If you are OC (and maybe D) you can draw alignment lines on the glass outside. and wash off when done.

This is a good idea, especially if you're planning something more intricate like a specific fractal pattern.

jmcgarey (author)2015-01-15

I'd be interested to see what it looked like with a variety of colors of paper. I can envision it looking like a giant stained glass window?

Laserbird (author)jmcgarey2015-01-15

Great minds think alike. :)

Yes, this is the idea. We're thinking about adding a 1-3 inch border of colored tissue paper on the corner windows of the building on the top border of the tissue paper that is there now. If we go ahead with this plan we'll be sure to take pictures and upload them here, as well as relay any caveats we encounter along the way.

Seagrey (author)2015-01-15

A perfect combination - aesthetics and utility. I'll try this on the bottom 1/2 of the bedroom window. Thanks for the great instructable!

Suslee (author)2015-01-15

I'm going to do this on my front door which is 3/4 glass. My house is a Craftsman, so the geometric look should go well with the rest of the style.
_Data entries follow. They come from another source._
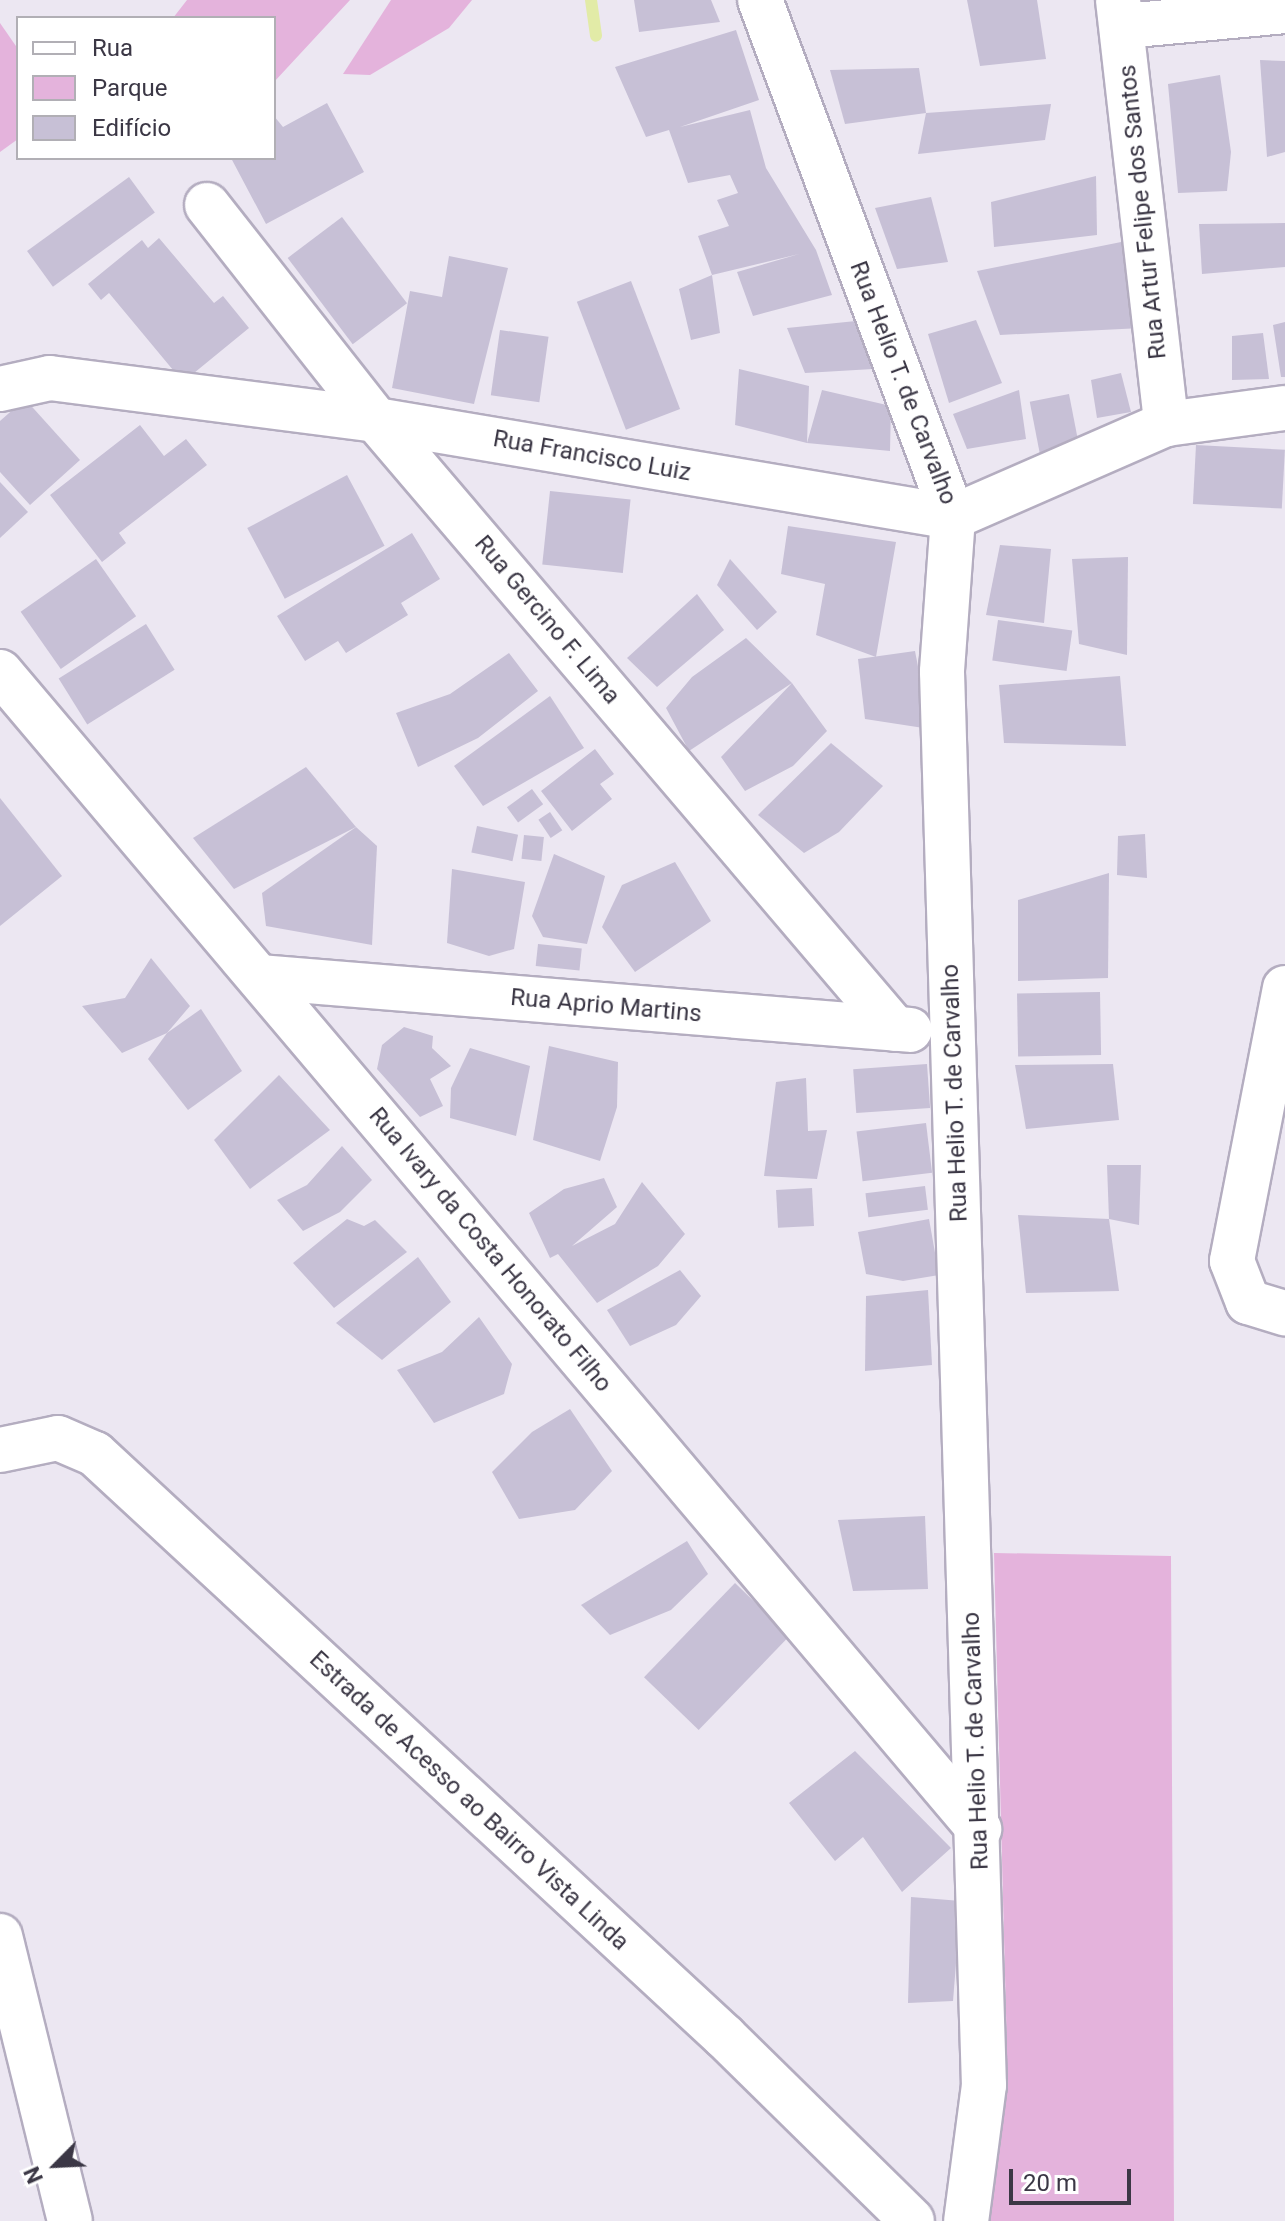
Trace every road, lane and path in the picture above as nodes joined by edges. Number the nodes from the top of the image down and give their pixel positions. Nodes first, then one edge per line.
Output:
1 (760, 0) edge
2 (1285, 11) edge
3 (1121, 13) edge
4 (207, 205) dead end
5 (0, 389) edge
6 (1285, 408) edge
7 (376, 420) junction
8 (1166, 424) junction
9 (953, 517) junction
10 (0, 672) edge
11 (259, 977) junction
12 (1285, 988) edge
13 (895, 1029) junction
14 (953, 1034) junction
15 (1285, 1313) edge
16 (0, 1450) edge
17 (979, 1829) junction
18 (0, 1936) edge
19 (70, 2221) edge
20 (912, 2221) edge
21 (966, 2221) edge

1 - 9 street, Rua Helio T. de Carvalho
2 - 3 street
3 - 8 street, Rua Artur Felipe dos Santos
4 - 7 street, Rua Gercino F. Lima
5 - 7 street, Rua Francisco Luiz
6 - 8 street
7 - 9 street, Rua Francisco Luiz
7 - 13 street, Rua Gercino F. Lima
8 - 9 street
9 - 14 street, Rua Helio T. de Carvalho
10 - 11 street, Rua Ivary da Costa Honorato Filho
11 - 13 street, Rua Aprio Martins
11 - 17 street, Rua Ivary da Costa Honorato Filho
12 - 15 street
13 - 14 street, Rua Aprio Martins
14 - 17 street, Rua Helio T. de Carvalho
16 - 20 street, Estrada de Acesso ao Bairro Vista Linda
17 - 21 street, Rua Helio T. de Carvalho
18 - 19 street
xUNMERITEDx (author)2015-01-14

Looks nice; but what if condensed water goes on your windows?
Won't it just come off? As it is not a real grippy ground to bond on an paper is porous enough to adapt the water...

(sorry for the bad English; not my native tongue ;P )

Laserbird (author)xUNMERITEDx2015-01-14

Thanks for the comment. Applying this to a bathroom, where condensation is fairly regular is not advisable, but that's the only limitation we've found. Tissue paper will insulate and change it's humidity to match that of the inside, so it's really not a problem. That being said, ymmv. We're in Portland, Oregon, which is fairly humid year round. Our installations have all been holding up well on both glass and acrylic for quite a while.

xUNMERITEDx (author)Laserbird2015-01-14

Thank you for the reply! ^^

Here in Holland it's rainy all the time and a lot of buildings have still some single glazing; these are some real damp attractors x)

I will try/do this sooner or later; it's really neat, simple, cheap, environment-friendly and got this nice industrial look :3
What does one want more?

I just hope it will work on the single glazed windows as well ;)

BeachsideHank (author)2015-01-14

Shoji moderne glass, looks great.

Laserbird (author)BeachsideHank2015-01-14

You're right, it does look kind of like Shoji Paneling, we hadn't noticed before.

doc.kennedy (author)2015-01-14

Great job and good instructions!

Laserbird (author)doc.kennedy2015-01-14

Thank you so much! We're glad you like it.

seamster (author)2015-01-14

Wow, that photo in the last step says it all!

I love the neat, unique look of this, aside from the excellent function. Very nicely done!